130                                HISTORY OF THE SEVENTY-EIGHTH REGIMENT O.V.V.I.



           To-day a general charge upon the enemy's works was ordered and made, though I cannot yet learn that at any point the works were completely carried. The singularly rough nature of the ground makes it almost impossible to tell what we have to encounter, and rapidly fatigues the men. But we advance in this way steadily, and at each charge our sharpshooters obtain a better position for their operations. Our artillery hastens to get better position, small intrenchments being thrown up to protect it; and thus we have the curious spectacle of hostile redoubts already frowning upon each other, at a distance of but a few hundred yards.

           The guns of the rebels reply to our shelling but seldom. They are evidently husbanding their ammunition, for they can now get no further supply. Their redoubts are constructed for field guns, and within the last three weeks Grant has captured about seventy of these.

           In the meantime we have a new base of supplies from the Yazoo, through which reinforcements, provisions, ammunition and heavy guns can be sent as rapidly as we please.
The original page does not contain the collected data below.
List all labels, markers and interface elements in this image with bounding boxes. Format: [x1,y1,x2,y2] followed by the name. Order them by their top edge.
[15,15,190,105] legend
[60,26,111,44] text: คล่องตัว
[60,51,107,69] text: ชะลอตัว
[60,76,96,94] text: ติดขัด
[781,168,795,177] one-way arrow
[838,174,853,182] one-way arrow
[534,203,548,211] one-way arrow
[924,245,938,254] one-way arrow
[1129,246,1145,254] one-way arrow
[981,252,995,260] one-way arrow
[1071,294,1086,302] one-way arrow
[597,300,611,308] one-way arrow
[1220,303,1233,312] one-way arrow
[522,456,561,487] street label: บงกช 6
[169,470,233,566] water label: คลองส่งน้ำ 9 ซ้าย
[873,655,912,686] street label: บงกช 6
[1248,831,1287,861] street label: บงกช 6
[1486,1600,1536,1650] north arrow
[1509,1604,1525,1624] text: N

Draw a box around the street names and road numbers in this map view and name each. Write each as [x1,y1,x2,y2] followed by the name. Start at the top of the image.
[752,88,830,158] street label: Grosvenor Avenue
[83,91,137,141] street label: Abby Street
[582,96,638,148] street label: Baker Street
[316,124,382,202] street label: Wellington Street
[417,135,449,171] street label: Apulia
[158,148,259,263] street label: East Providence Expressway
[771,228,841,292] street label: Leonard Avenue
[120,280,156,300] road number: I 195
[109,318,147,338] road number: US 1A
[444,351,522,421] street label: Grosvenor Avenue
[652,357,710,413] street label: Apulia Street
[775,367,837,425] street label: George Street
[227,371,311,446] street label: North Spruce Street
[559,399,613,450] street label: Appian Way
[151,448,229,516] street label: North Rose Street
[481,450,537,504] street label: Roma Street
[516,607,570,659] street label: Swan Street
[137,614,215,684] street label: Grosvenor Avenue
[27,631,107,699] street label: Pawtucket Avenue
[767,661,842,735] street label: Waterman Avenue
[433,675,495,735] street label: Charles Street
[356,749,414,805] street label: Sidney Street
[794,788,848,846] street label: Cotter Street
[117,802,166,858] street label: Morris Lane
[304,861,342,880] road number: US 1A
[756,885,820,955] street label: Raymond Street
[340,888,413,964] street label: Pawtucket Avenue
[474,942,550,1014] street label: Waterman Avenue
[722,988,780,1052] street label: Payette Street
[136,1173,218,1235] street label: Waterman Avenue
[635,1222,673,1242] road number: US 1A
           The rebel force within Vicksburg cannot now be more than twenty thousand. Before the fight at Jackson, they may have had forty-five thousand, but part of that number we forced up northward toward Canton – say ten thousand. At the battle of Midway Hills, (or Champion Hills,) on the 16th instant, their effective force was perhaps thirty-five thousand men. Of these at least ten thousand were killed, wounded or captured, or driven to escape northward or southward, in such a way as to prevent them from returning to Vicksburg. At the fight on Big Black, on the 17th, we captured nearly three thousand, and scattered many more in such a way that they are more likely to have straggled home through the woods than to have reported for duty.



LATER.

           I have arrived at the Yazoo, near Chickasaw Bayou, after riding from the extreme left of our army. Of course rumors are plenty of the operations of to-day. One is that our mortars and gunboats have silenced two of the upper water batteries, and that vessels now pass Vicksburg without being fired on. Another is that in the attempted charge of to-day the Thirty-First Illinois got up to the enemy's works, and there found a stockade so high that they could not scale it, and so they stopped and lay down under it, unable to go further, yet protected from the enemy's fire. At this moment a rebel redoubt on the left tried to get a raking fire on them, when our artillery, concentrating its shots upon the redoubt, suddenly battered it to silence, knocking one of its guns some thirty feet into the air.